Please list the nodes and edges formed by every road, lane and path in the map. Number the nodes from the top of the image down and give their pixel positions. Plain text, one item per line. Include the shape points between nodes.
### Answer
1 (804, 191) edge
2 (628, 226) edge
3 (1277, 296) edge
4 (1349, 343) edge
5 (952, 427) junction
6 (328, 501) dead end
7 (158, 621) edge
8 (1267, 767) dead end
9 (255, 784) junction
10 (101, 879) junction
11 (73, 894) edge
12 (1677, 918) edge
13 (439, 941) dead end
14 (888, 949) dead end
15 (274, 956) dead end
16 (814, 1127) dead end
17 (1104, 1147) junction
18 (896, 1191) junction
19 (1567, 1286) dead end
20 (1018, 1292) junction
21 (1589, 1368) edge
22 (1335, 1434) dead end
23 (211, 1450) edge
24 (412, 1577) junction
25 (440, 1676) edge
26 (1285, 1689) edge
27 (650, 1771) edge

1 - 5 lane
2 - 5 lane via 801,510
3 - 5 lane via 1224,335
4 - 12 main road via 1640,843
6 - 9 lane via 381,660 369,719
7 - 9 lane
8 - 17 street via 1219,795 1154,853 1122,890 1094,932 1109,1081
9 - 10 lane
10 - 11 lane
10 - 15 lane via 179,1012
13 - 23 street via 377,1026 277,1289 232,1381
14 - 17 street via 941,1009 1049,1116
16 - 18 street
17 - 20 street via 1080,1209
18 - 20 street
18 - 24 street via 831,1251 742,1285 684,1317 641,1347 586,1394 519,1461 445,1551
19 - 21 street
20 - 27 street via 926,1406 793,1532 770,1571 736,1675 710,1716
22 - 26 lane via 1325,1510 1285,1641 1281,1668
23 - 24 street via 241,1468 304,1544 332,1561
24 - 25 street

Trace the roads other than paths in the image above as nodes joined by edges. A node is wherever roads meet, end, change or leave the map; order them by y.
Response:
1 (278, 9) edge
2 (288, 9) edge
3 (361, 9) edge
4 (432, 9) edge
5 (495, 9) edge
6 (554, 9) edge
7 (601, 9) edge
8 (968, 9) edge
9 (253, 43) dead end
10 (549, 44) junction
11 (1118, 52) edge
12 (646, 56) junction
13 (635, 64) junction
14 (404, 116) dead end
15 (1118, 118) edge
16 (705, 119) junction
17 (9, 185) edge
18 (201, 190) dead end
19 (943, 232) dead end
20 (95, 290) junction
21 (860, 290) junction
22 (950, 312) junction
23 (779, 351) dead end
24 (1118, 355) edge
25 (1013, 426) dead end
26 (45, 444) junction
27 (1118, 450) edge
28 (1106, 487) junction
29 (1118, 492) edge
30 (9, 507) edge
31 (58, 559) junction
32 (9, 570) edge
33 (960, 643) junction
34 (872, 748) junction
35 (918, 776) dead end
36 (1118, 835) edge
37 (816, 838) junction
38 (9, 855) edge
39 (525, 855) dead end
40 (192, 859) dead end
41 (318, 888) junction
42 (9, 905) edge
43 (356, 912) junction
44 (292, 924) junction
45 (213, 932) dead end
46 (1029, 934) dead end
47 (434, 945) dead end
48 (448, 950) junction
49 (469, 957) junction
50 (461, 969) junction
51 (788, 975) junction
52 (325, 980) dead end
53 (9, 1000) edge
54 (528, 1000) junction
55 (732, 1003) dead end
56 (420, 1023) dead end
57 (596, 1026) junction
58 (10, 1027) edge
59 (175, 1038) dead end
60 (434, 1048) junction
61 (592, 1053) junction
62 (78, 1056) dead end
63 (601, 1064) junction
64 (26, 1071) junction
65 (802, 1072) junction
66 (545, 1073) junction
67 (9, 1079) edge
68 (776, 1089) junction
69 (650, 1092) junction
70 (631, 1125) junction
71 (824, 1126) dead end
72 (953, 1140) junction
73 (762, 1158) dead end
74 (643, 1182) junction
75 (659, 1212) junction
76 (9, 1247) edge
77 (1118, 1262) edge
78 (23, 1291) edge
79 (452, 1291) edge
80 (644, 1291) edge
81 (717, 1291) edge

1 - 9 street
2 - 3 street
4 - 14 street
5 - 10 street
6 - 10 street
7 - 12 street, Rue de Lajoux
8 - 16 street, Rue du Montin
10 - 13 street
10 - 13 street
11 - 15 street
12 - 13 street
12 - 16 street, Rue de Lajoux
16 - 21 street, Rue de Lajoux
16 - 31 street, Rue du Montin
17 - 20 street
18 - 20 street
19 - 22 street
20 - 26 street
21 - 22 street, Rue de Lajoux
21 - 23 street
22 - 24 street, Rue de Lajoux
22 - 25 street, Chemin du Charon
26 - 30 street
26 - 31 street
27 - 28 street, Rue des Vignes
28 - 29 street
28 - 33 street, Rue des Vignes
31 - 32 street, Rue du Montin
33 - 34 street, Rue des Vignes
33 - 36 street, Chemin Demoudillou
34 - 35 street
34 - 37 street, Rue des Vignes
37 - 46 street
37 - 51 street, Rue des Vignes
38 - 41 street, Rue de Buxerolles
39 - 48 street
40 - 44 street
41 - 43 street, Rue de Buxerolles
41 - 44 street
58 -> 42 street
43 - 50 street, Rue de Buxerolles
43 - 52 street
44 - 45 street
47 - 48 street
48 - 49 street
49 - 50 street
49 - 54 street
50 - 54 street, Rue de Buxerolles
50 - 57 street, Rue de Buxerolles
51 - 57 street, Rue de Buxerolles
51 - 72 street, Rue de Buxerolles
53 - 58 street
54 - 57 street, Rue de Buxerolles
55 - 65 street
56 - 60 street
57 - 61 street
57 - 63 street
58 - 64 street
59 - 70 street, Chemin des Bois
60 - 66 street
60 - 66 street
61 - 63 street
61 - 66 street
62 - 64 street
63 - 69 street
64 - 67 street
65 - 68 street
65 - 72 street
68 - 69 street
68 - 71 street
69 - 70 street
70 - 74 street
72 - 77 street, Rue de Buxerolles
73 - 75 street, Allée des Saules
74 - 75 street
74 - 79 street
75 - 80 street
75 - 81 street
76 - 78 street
◆ ◆ ◆ ◆ ◆
**Instructions to follow:**
Starting from the first line above, copy the data through to the last line exactly.

**Task output:**
Please list the nodes and edges formed by every road, lane and path in the map. Number the nodes from the top of the image down and give their pixel positions. Plain text, one item per line. Include the shape points between nodes.
### Answer
1 (804, 191) edge
2 (628, 226) edge
3 (1277, 296) edge
4 (1349, 343) edge
5 (952, 427) junction
6 (328, 501) dead end
7 (158, 621) edge
8 (1267, 767) dead end
9 (255, 784) junction
10 (101, 879) junction
11 (73, 894) edge
12 (1677, 918) edge
13 (439, 941) dead end
14 (888, 949) dead end
15 (274, 956) dead end
16 (814, 1127) dead end
17 (1104, 1147) junction
18 (896, 1191) junction
19 (1567, 1286) dead end
20 (1018, 1292) junction
21 (1589, 1368) edge
22 (1335, 1434) dead end
23 (211, 1450) edge
24 (412, 1577) junction
25 (440, 1676) edge
26 (1285, 1689) edge
27 (650, 1771) edge

1 - 5 lane
2 - 5 lane via 801,510
3 - 5 lane via 1224,335
4 - 12 main road via 1640,843
6 - 9 lane via 381,660 369,719
7 - 9 lane
8 - 17 street via 1219,795 1154,853 1122,890 1094,932 1109,1081
9 - 10 lane
10 - 11 lane
10 - 15 lane via 179,1012
13 - 23 street via 377,1026 277,1289 232,1381
14 - 17 street via 941,1009 1049,1116
16 - 18 street
17 - 20 street via 1080,1209
18 - 20 street
18 - 24 street via 831,1251 742,1285 684,1317 641,1347 586,1394 519,1461 445,1551
19 - 21 street
20 - 27 street via 926,1406 793,1532 770,1571 736,1675 710,1716
22 - 26 lane via 1325,1510 1285,1641 1281,1668
23 - 24 street via 241,1468 304,1544 332,1561
24 - 25 street

Trace the roads other than paths in the image above as nodes joined by edges. A node is wherever roads meet, end, change or leave the map; order them by y.
Response:
1 (278, 9) edge
2 (288, 9) edge
3 (361, 9) edge
4 (432, 9) edge
5 (495, 9) edge
6 (554, 9) edge
7 (601, 9) edge
8 (968, 9) edge
9 (253, 43) dead end
10 (549, 44) junction
11 (1118, 52) edge
12 (646, 56) junction
13 (635, 64) junction
14 (404, 116) dead end
15 (1118, 118) edge
16 (705, 119) junction
17 (9, 185) edge
18 (201, 190) dead end
19 (943, 232) dead end
20 (95, 290) junction
21 (860, 290) junction
22 (950, 312) junction
23 (779, 351) dead end
24 (1118, 355) edge
25 (1013, 426) dead end
26 (45, 444) junction
27 (1118, 450) edge
28 (1106, 487) junction
29 (1118, 492) edge
30 (9, 507) edge
31 (58, 559) junction
32 (9, 570) edge
33 (960, 643) junction
34 (872, 748) junction
35 (918, 776) dead end
36 (1118, 835) edge
37 (816, 838) junction
38 (9, 855) edge
39 (525, 855) dead end
40 (192, 859) dead end
41 (318, 888) junction
42 (9, 905) edge
43 (356, 912) junction
44 (292, 924) junction
45 (213, 932) dead end
46 (1029, 934) dead end
47 (434, 945) dead end
48 (448, 950) junction
49 (469, 957) junction
50 (461, 969) junction
51 (788, 975) junction
52 (325, 980) dead end
53 (9, 1000) edge
54 (528, 1000) junction
55 (732, 1003) dead end
56 (420, 1023) dead end
57 (596, 1026) junction
58 (10, 1027) edge
59 (175, 1038) dead end
60 (434, 1048) junction
61 (592, 1053) junction
62 (78, 1056) dead end
63 (601, 1064) junction
64 (26, 1071) junction
65 (802, 1072) junction
66 (545, 1073) junction
67 (9, 1079) edge
68 (776, 1089) junction
69 (650, 1092) junction
70 (631, 1125) junction
71 (824, 1126) dead end
72 (953, 1140) junction
73 (762, 1158) dead end
74 (643, 1182) junction
75 (659, 1212) junction
76 (9, 1247) edge
77 (1118, 1262) edge
78 (23, 1291) edge
79 (452, 1291) edge
80 (644, 1291) edge
81 (717, 1291) edge

1 - 9 street
2 - 3 street
4 - 14 street
5 - 10 street
6 - 10 street
7 - 12 street, Rue de Lajoux
8 - 16 street, Rue du Montin
10 - 13 street
10 - 13 street
11 - 15 street
12 - 13 street
12 - 16 street, Rue de Lajoux
16 - 21 street, Rue de Lajoux
16 - 31 street, Rue du Montin
17 - 20 street
18 - 20 street
19 - 22 street
20 - 26 street
21 - 22 street, Rue de Lajoux
21 - 23 street
22 - 24 street, Rue de Lajoux
22 - 25 street, Chemin du Charon
26 - 30 street
26 - 31 street
27 - 28 street, Rue des Vignes
28 - 29 street
28 - 33 street, Rue des Vignes
31 - 32 street, Rue du Montin
33 - 34 street, Rue des Vignes
33 - 36 street, Chemin Demoudillou
34 - 35 street
34 - 37 street, Rue des Vignes
37 - 46 street
37 - 51 street, Rue des Vignes
38 - 41 street, Rue de Buxerolles
39 - 48 street
40 - 44 street
41 - 43 street, Rue de Buxerolles
41 - 44 street
58 -> 42 street
43 - 50 street, Rue de Buxerolles
43 - 52 street
44 - 45 street
47 - 48 street
48 - 49 street
49 - 50 street
49 - 54 street
50 - 54 street, Rue de Buxerolles
50 - 57 street, Rue de Buxerolles
51 - 57 street, Rue de Buxerolles
51 - 72 street, Rue de Buxerolles
53 - 58 street
54 - 57 street, Rue de Buxerolles
55 - 65 street
56 - 60 street
57 - 61 street
57 - 63 street
58 - 64 street
59 - 70 street, Chemin des Bois
60 - 66 street
60 - 66 street
61 - 63 street
61 - 66 street
62 - 64 street
63 - 69 street
64 - 67 street
65 - 68 street
65 - 72 street
68 - 69 street
68 - 71 street
69 - 70 street
70 - 74 street
72 - 77 street, Rue de Buxerolles
73 - 75 street, Allée des Saules
74 - 75 street
74 - 79 street
75 - 80 street
75 - 81 street
76 - 78 street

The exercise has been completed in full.